More than a dozen queries were posed Tuesday to freshman 6th Congressional District U.S. Rep. Derek Kilmer in a town hall-style meeting at Peninsula College.

“The big enchilada here is we’ve got to get the economy cooking again,” Kilmer said.

About 130 people packed into the Little Theater, the same place where Port Angeles native Kilmer, 39, had a part in a play as a 5-year-old “invisible child,” he recalled in his opening remarks.

Kilmer was anything but invisible Tuesday as he hosted the first of six town hall-style meetings over five days in the 6th District, which includes Clallam and Jefferson counties, before heading to the second one at Fort Worden in Port Townsend at 5 p.m. Tuesday.

Coverage of Kilmer’s forum in Port Townsend will be in Thursday’s Peninsula Daily News.

Following college President Luke Robins’ introduction of Kilmer as “a native son of our community,” Kilmer said the federal debt and the economy are his biggest challenges as a member of Congress.

Kilmer, a Gig Harbor resident and former state senator who succeeded 18-term Democratic U.S. Rep. Norm Dicks, D-Belfair, stressed his efforts at bipartisanship in a Congress fractured by division during the first quarter of his two-year term.

As a member of the House Armed Services Committee, Kilmer organized a meeting of a dozen Republican and Democratic freshmen on the committee, and also meets regularly with a larger group of Republicans and Democrats in the House known as “The Bipartisan Working Breakfast Group.”

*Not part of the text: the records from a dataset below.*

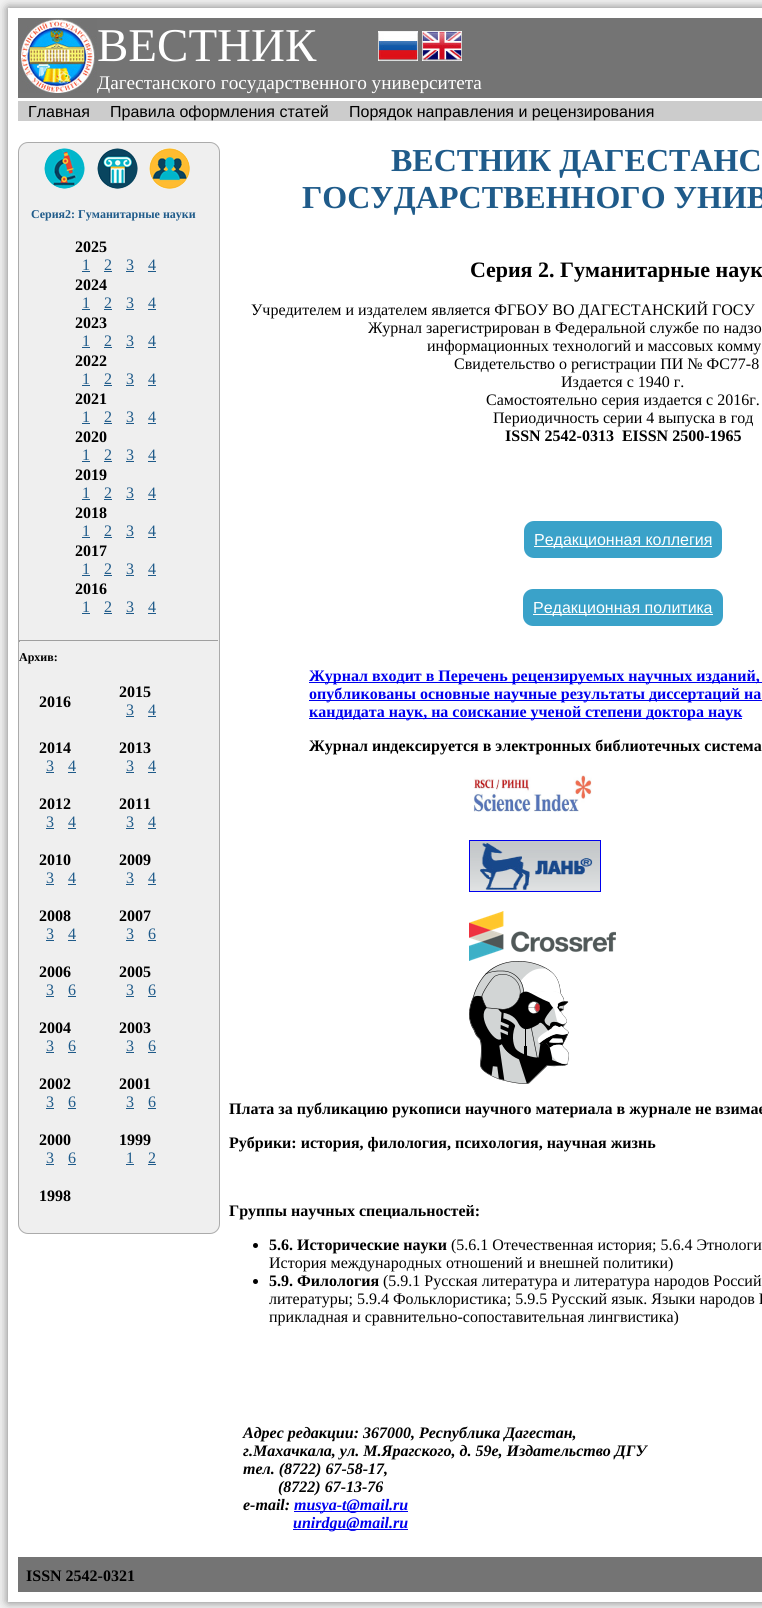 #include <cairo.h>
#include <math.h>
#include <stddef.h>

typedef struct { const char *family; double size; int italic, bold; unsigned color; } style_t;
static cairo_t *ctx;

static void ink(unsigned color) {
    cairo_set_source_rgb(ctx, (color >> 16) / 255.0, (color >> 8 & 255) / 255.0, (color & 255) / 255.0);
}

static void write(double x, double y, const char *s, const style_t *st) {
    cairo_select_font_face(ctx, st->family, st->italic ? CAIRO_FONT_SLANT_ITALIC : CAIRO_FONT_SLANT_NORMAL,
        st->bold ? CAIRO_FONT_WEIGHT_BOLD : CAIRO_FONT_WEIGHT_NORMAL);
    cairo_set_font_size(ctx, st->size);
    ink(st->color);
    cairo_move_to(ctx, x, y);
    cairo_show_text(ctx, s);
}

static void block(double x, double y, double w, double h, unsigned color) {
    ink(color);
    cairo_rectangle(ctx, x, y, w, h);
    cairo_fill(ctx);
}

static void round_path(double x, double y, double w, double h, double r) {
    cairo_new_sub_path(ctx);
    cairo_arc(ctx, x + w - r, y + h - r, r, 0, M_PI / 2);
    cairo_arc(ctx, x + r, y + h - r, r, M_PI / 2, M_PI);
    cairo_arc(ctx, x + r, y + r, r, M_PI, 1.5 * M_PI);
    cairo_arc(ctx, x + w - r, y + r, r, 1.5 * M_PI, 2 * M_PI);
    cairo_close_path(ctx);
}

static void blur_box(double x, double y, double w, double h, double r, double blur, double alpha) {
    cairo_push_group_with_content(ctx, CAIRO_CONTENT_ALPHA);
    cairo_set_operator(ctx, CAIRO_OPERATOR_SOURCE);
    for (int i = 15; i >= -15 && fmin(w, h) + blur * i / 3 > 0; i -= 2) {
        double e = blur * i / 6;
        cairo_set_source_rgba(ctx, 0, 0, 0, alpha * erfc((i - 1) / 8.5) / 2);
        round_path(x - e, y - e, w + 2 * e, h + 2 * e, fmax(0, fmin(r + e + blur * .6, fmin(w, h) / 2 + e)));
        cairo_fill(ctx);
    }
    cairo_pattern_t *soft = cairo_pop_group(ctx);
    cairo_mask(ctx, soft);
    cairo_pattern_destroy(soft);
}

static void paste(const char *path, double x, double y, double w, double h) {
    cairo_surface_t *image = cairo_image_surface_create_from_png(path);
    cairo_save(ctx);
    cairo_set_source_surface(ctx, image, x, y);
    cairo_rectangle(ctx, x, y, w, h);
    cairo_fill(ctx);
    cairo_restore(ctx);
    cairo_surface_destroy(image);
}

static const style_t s1 = {"Liberation Serif", 47, 0, 0, 0xffffff};
static const style_t s2 = {"Liberation Serif", 19.25, 0, 0, 0xffffff};
static const style_t s3 = {"Liberation Sans", 16, 0, 0, 0x000000};
static const style_t s4 = {"Liberation Serif", 12, 0, 1, 0x1f5b8a};
static const style_t s5 = {"Liberation Serif", 16, 0, 1, 0x000000};
static const style_t s6 = {"Liberation Serif", 16, 0, 0, 0x1f5b8a};
static const style_t s7 = {"Liberation Serif", 12, 0, 1, 0x000000};
static const style_t s8 = {"Liberation Serif", 32, 0, 1, 0x1f5b8a};
static const style_t s9 = {"Liberation Serif", 22, 0, 1, 0x000000};
static const style_t s10 = {"Liberation Serif", 16, 0, 0, 0x000000};
static const style_t s11 = {"Liberation Sans", 16, 0, 0, 0xffffff};
static const style_t s12 = {"Liberation Serif", 16, 0, 1, 0x0000ee};
static const style_t s13 = {"Liberation Serif", 16, 1, 1, 0x000000};
static const style_t s14 = {"Liberation Serif", 16, 1, 1, 0x0000ee};

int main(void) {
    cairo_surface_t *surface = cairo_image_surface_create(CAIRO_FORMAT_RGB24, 762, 1608);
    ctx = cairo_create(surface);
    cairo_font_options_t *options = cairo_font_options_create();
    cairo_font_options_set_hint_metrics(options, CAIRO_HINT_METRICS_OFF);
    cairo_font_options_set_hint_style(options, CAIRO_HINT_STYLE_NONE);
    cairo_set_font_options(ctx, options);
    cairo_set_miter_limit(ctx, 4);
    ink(0xf2f2f2);
    cairo_paint(ctx);
    ink(0x000000);
    blur_box(8, 8, 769, 1594, 0, 5, 0.5);
    block(8, 8, 754, 1594, 0xffffff);
    block(18, 18, 744, 80, 0x747474);
    paste("pic1.png", 18, 18, 79, 75);
    write(97, 61, "ВЕСТНИК", &s1);
    paste("pic2.png", 378, 31, 40, 30);
    paste("pic3.png", 422, 31, 40, 30);
    write(97, 89, "Дагестанского государственного университета", &s2);
    block(18, 101, 744, 20, 0xcccccc);
    write(28, 117, "Главная", &s3);
    write(110, 117, "Правила оформления статей", &s3);
    write(349, 117, "Порядок направления и рецензирования", &s3);
    ink(0xefefef);
    round_path(18.5, 142.5, 201, 1091, 9.5);
    cairo_fill_preserve(ctx);
    ink(0xababab);
    cairo_set_line_width(ctx, 1);
    cairo_stroke(ctx);
    paste("pic4.png", 44, 148, 41, 41);
    paste("pic5.png", 97, 148, 41, 41);
    paste("pic6.png", 149, 148, 41, 41);
    write(31, 218, "Серия2: Гуманитарные науки", &s4);
    write(75, 252, "2025", &s5);
    write(82, 270, "1", &s6);
    block(82, 271, 8, 1, 0x1f5b8a);
    write(104, 270, "2", &s6);
    block(104, 271, 8, 1, 0x1f5b8a);
    write(126, 270, "3", &s6);
    block(126, 271, 8, 1, 0x1f5b8a);
    write(148, 270, "4", &s6);
    block(148, 271, 8, 1, 0x1f5b8a);
    write(75, 290, "2024", &s5);
    write(82, 308, "1", &s6);
    block(82, 309, 8, 1, 0x1f5b8a);
    write(104, 308, "2", &s6);
    block(104, 309, 8, 1, 0x1f5b8a);
    write(126, 308, "3", &s6);
    block(126, 309, 8, 1, 0x1f5b8a);
    write(148, 308, "4", &s6);
    block(148, 309, 8, 1, 0x1f5b8a);
    write(75, 328, "2023", &s5);
    write(82, 346, "1", &s6);
    block(82, 347, 8, 1, 0x1f5b8a);
    write(104, 346, "2", &s6);
    block(104, 347, 8, 1, 0x1f5b8a);
    write(126, 346, "3", &s6);
    block(126, 347, 8, 1, 0x1f5b8a);
    write(148, 346, "4", &s6);
    block(148, 347, 8, 1, 0x1f5b8a);
    write(75, 366, "2022", &s5);
    write(82, 384, "1", &s6);
    block(82, 385, 8, 1, 0x1f5b8a);
    write(104, 384, "2", &s6);
    block(104, 385, 8, 1, 0x1f5b8a);
    write(126, 384, "3", &s6);
    block(126, 385, 8, 1, 0x1f5b8a);
    write(148, 384, "4", &s6);
    block(148, 385, 8, 1, 0x1f5b8a);
    write(75, 404, "2021", &s5);
    write(82, 422, "1", &s6);
    block(82, 423, 8, 1, 0x1f5b8a);
    write(104, 422, "2", &s6);
    block(104, 423, 8, 1, 0x1f5b8a);
    write(126, 422, "3", &s6);
    block(126, 423, 8, 1, 0x1f5b8a);
    write(148, 422, "4", &s6);
    block(148, 423, 8, 1, 0x1f5b8a);
    write(75, 442, "2020", &s5);
    write(82, 460, "1", &s6);
    block(82, 461, 8, 1, 0x1f5b8a);
    write(104, 460, "2", &s6);
    block(104, 461, 8, 1, 0x1f5b8a);
    write(126, 460, "3", &s6);
    block(126, 461, 8, 1, 0x1f5b8a);
    write(148, 460, "4", &s6);
    block(148, 461, 8, 1, 0x1f5b8a);
    write(75, 480, "2019", &s5);
    write(82, 498, "1", &s6);
    block(82, 499, 8, 1, 0x1f5b8a);
    write(104, 498, "2", &s6);
    block(104, 499, 8, 1, 0x1f5b8a);
    write(126, 498, "3", &s6);
    block(126, 499, 8, 1, 0x1f5b8a);
    write(148, 498, "4", &s6);
    block(148, 499, 8, 1, 0x1f5b8a);
    write(75, 518, "2018", &s5);
    write(82, 536, "1", &s6);
    block(82, 537, 8, 1, 0x1f5b8a);
    write(104, 536, "2", &s6);
    block(104, 537, 8, 1, 0x1f5b8a);
    write(126, 536, "3", &s6);
    block(126, 537, 8, 1, 0x1f5b8a);
    write(148, 536, "4", &s6);
    block(148, 537, 8, 1, 0x1f5b8a);
    write(75, 556, "2017", &s5);
    write(82, 574, "1", &s6);
    block(82, 575, 8, 1, 0x1f5b8a);
    write(104, 574, "2", &s6);
    block(104, 575, 8, 1, 0x1f5b8a);
    write(126, 574, "3", &s6);
    block(126, 575, 8, 1, 0x1f5b8a);
    write(148, 574, "4", &s6);
    block(148, 575, 8, 1, 0x1f5b8a);
    write(75, 594, "2016", &s5);
    write(82, 612, "1", &s6);
    block(82, 613, 8, 1, 0x1f5b8a);
    write(104, 612, "2", &s6);
    block(104, 613, 8, 1, 0x1f5b8a);
    write(126, 612, "3", &s6);
    block(126, 613, 8, 1, 0x1f5b8a);
    write(148, 612, "4", &s6);
    block(148, 613, 8, 1, 0x1f5b8a);
    block(19, 640, 200, 1, 0x9f9f9f);
    block(218, 640, 1, 2, 0xeeeeee);
    block(19, 640, 1, 2, 0x9f9f9f);
    write(19, 661, "Архив:", &s7);
    write(39, 707, "2016", &s5);
    write(119, 697, "2015", &s5);
    write(126, 715, "3", &s6);
    block(126, 716, 8, 1, 0x1f5b8a);
    write(148, 715, "4", &s6);
    block(148, 716, 8, 1, 0x1f5b8a);
    write(39, 753, "2014", &s5);
    write(46, 771, "3", &s6);
    block(46, 772, 8, 1, 0x1f5b8a);
    write(68, 771, "4", &s6);
    block(68, 772, 8, 1, 0x1f5b8a);
    write(119, 753, "2013", &s5);
    write(126, 771, "3", &s6);
    block(126, 772, 8, 1, 0x1f5b8a);
    write(148, 771, "4", &s6);
    block(148, 772, 8, 1, 0x1f5b8a);
    write(39, 809, "2012", &s5);
    write(46, 827, "3", &s6);
    block(46, 828, 8, 1, 0x1f5b8a);
    write(68, 827, "4", &s6);
    block(68, 828, 8, 1, 0x1f5b8a);
    write(119, 809, "2011", &s5);
    write(126, 827, "3", &s6);
    block(126, 828, 8, 1, 0x1f5b8a);
    write(148, 827, "4", &s6);
    block(148, 828, 8, 1, 0x1f5b8a);
    write(39, 865, "2010", &s5);
    write(46, 883, "3", &s6);
    block(46, 884, 8, 1, 0x1f5b8a);
    write(68, 883, "4", &s6);
    block(68, 884, 8, 1, 0x1f5b8a);
    write(119, 865, "2009", &s5);
    write(126, 883, "3", &s6);
    block(126, 884, 8, 1, 0x1f5b8a);
    write(148, 883, "4", &s6);
    block(148, 884, 8, 1, 0x1f5b8a);
    write(39, 921, "2008", &s5);
    write(46, 939, "3", &s6);
    block(46, 940, 8, 1, 0x1f5b8a);
    write(68, 939, "4", &s6);
    block(68, 940, 8, 1, 0x1f5b8a);
    write(119, 921, "2007", &s5);
    write(126, 939, "3", &s6);
    block(126, 940, 8, 1, 0x1f5b8a);
    write(148, 939, "6", &s6);
    block(148, 940, 8, 1, 0x1f5b8a);
    write(39, 977, "2006", &s5);
    write(46, 995, "3", &s6);
    block(46, 996, 8, 1, 0x1f5b8a);
    write(68, 995, "6", &s6);
    block(68, 996, 8, 1, 0x1f5b8a);
    write(119, 977, "2005", &s5);
    write(126, 995, "3", &s6);
    block(126, 996, 8, 1, 0x1f5b8a);
    write(148, 995, "6", &s6);
    block(148, 996, 8, 1, 0x1f5b8a);
    write(39, 1033, "2004", &s5);
    write(46, 1051, "3", &s6);
    block(46, 1052, 8, 1, 0x1f5b8a);
    write(68, 1051, "6", &s6);
    block(68, 1052, 8, 1, 0x1f5b8a);
    write(119, 1033, "2003", &s5);
    write(126, 1051, "3", &s6);
    block(126, 1052, 8, 1, 0x1f5b8a);
    write(148, 1051, "6", &s6);
    block(148, 1052, 8, 1, 0x1f5b8a);
    write(39, 1089, "2002", &s5);
    write(46, 1107, "3", &s6);
    block(46, 1108, 8, 1, 0x1f5b8a);
    write(68, 1107, "6", &s6);
    block(68, 1108, 8, 1, 0x1f5b8a);
    write(119, 1089, "2001", &s5);
    write(126, 1107, "3", &s6);
    block(126, 1108, 8, 1, 0x1f5b8a);
    write(148, 1107, "6", &s6);
    block(148, 1108, 8, 1, 0x1f5b8a);
    write(39, 1145, "2000", &s5);
    write(46, 1163, "3", &s6);
    block(46, 1164, 8, 1, 0x1f5b8a);
    write(68, 1163, "6", &s6);
    block(68, 1164, 8, 1, 0x1f5b8a);
    write(119, 1145, "1999", &s5);
    write(126, 1163, "1", &s6);
    block(126, 1164, 8, 1, 0x1f5b8a);
    write(148, 1163, "2", &s6);
    block(148, 1164, 8, 1, 0x1f5b8a);
    write(39, 1201, "1998", &s5);
    write(391, 171, "ВЕСТНИК ДАГЕСТАНС", &s8);
    write(302, 208, "ГОСУДАРСТВЕННОГО УНИВ", &s8);
    write(470, 277, "Серия 2. Гуманитарные наук", &s9);
    write(251, 315, "Учредителем и издателем является ФГБОУ ВО ДАГЕСТАНСКИЙ ГОСУ", &s10);
    write(368, 333, "Журнал зарегистрирован в Федеральной службе по надзо", &s10);
    write(427, 351, "информационных технологий и массовых комму", &s10);
    write(454, 369, "Свидетельство о регистрации ПИ № ФС77-8", &s10);
    write(561, 387, "Издается с 1940 г.", &s10);
    write(486, 405, "Самостоятельно серия издается с 2016г.", &s10);
    write(493, 423, "Периодичность серии 4 выпуска в год", &s10);
    write(505, 441, "ISSN 2542-0313  EISSN 2500-1965", &s5);
    ink(0x3aa2c9);
    round_path(524, 521, 198, 37, 10);
    cairo_fill(ctx);
    block(534, 546, 178, 1, 0xffffff);
    write(534, 545, "Редакционная коллегия", &s11);
    ink(0x3aa2c9);
    round_path(523, 589, 200, 37, 10);
    cairo_fill(ctx);
    block(533, 614, 180, 1, 0xffffff);
    write(533, 613, "Редакционная политика", &s11);
    block(309, 682, 453, 1, 0x0000ee);
    write(309, 681, "Журнал входит в Перечень рецензируемых научных изданий,", &s12);
    block(309, 700, 453, 1, 0x0000ee);
    write(309, 699, "опубликованы основные научные результаты диссертаций на", &s12);
    block(309, 718, 433, 1, 0x0000ee);
    write(309, 717, "кандидата наук, на соискание ученой степени доктора наук", &s12);
    write(309, 751, "Журнал индексируется в электронных библиотечных система", &s5);
    paste("pic7.png", 473, 775, 119, 37);
    cairo_rectangle(ctx, 469.5, 840.5, 131, 51);
    ink(0x0000ee);
    cairo_stroke(ctx);
    paste("pic8.png", 470, 841, 130, 50);
    paste("pic9.png", 469, 911, 147, 50);
    paste("pic10.png", 469, 961, 100, 123);
    write(229, 1114, "Плата за публикацию рукописи научного материала в журнале не взимае", &s5);
    write(229, 1148, "Рубрики: история, филология, психология, научная жизнь", &s5);
    write(229, 1216, "Группы научных специальностей:", &s5);
    cairo_new_path(ctx);
    cairo_arc(ctx, 255.5, 1245.5, 2.5, 0, 2 * M_PI);
    cairo_fill(ctx);
    write(269, 1250, "5.6. Исторические науки", &s5);
    write(451, 1250, "(5.6.1 Отечественная история; 5.6.4 Этнологи", &s10);
    write(269, 1268, "История международных отношений и внешней политики)", &s10);
    cairo_new_path(ctx);
    cairo_arc(ctx, 255.5, 1281.5, 2.5, 0, 2 * M_PI);
    cairo_fill(ctx);
    write(269, 1286, "5.9. Филология", &s5);
    write(383, 1286, "(5.9.1 Русская литература и литература народов Россий", &s10);
    write(269, 1304, "литературы; 5.9.4 Фольклористика; 5.9.5 Русский язык. Языки народов Р", &s10);
    write(269, 1322, "прикладная и сравнительно-сопоставительная лингвистика)", &s10);
    write(243, 1438, "Адрес редакции: 367000, Республика Дагестан,", &s13);
    write(243, 1456, "г.Махачкала, ул. М.Ярагского, д. 59е, Издательство ДГУ", &s13);
    write(243, 1474, "тел. (8722) 67-58-17,", &s13);
    write(278, 1492, "(8722) 67-13-76", &s13);
    write(243, 1510, "e-mail:", &s13);
    block(294, 1511, 114, 1, 0x0000ee);
    write(294, 1510, "musya-t@mail.ru", &s14);
    block(293, 1529, 115, 1, 0x0000ee);
    write(293, 1528, "unirdgu@mail.ru", &s14);
    block(18, 1557, 744, 35, 0x747474);
    write(26, 1581, "ISSN 2542-0321", &s5);
    cairo_surface_write_to_png(surface, "screenshot.png");
    cairo_font_options_destroy(options);
    cairo_destroy(ctx);
    cairo_surface_destroy(surface);
    return 0;
}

Asked about immigration by a man who said, “I want to take care of Americans, first,” and said the country did not need more sick, old people coming to America, Kilmer responded that he supports “some sort of pathway to citizenship” for illegal immigrants.

It would include their payment of back taxes and penalties, and going “to the back of the line” before they become legal U.S. residents.

“The current system is not working,” Kilmer said.

“Those playing by the rules are disadvantaged,” he added.

“It’s time for us to modernize our laws to keep up with today’s reality.”

He also urged beefed-up border security.

Lois Danks, an organizer of Stop the Checkpoints, which has protested the expanded Border Patrol presence on the North Olympic Peninsula, urged that the billions spent on border security be spent on such needs as education and to dent the impact of budget sequestration.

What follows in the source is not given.